After finding the line with "ring tip: (309, 275)" in the data below, set down exactly each line through the one with "thumb ip: (493, 244)", inclusive, and stop there.

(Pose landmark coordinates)
════

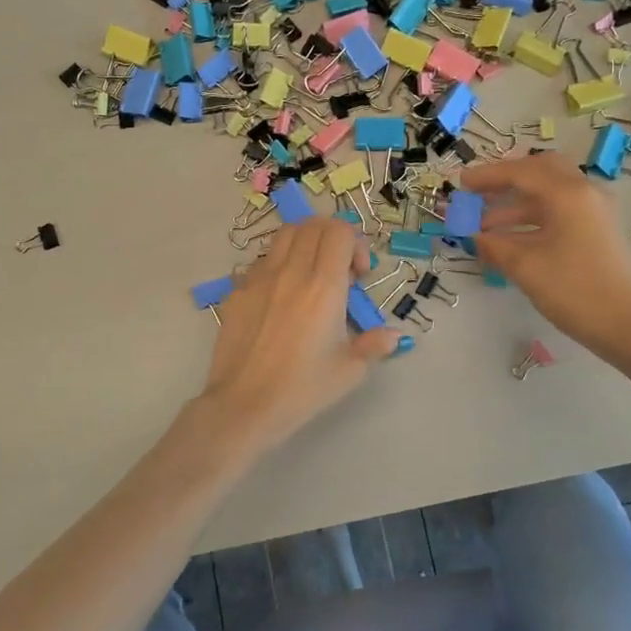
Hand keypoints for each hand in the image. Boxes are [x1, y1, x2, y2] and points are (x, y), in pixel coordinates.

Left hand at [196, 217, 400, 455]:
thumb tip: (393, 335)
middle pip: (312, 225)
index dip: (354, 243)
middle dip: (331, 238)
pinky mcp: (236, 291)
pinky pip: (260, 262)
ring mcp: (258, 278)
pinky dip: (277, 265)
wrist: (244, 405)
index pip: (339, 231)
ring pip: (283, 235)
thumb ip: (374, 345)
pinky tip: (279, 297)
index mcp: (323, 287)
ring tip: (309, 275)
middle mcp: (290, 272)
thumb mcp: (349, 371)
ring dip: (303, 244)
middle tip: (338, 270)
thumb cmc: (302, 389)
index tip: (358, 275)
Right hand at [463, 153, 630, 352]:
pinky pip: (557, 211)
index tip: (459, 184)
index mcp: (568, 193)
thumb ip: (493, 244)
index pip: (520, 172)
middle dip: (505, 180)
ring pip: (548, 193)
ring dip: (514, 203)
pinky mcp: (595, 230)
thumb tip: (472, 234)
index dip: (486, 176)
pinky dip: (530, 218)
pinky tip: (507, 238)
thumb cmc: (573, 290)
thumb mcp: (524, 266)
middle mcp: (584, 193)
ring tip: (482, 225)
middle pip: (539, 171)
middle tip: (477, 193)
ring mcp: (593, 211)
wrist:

════

- **Exercise response**
ring tip: (309, 275)
middle mcp: (290, 272)
thumb mcp: (349, 371)
ring dip: (303, 244)
middle tip: (338, 270)
thumb cmc: (302, 389)
index tip: (358, 275)
Right hand at [463, 153, 630, 352]:
pinky pip: (557, 211)
index tip: (459, 184)
index mcp: (568, 193)
thumb ip: (493, 244)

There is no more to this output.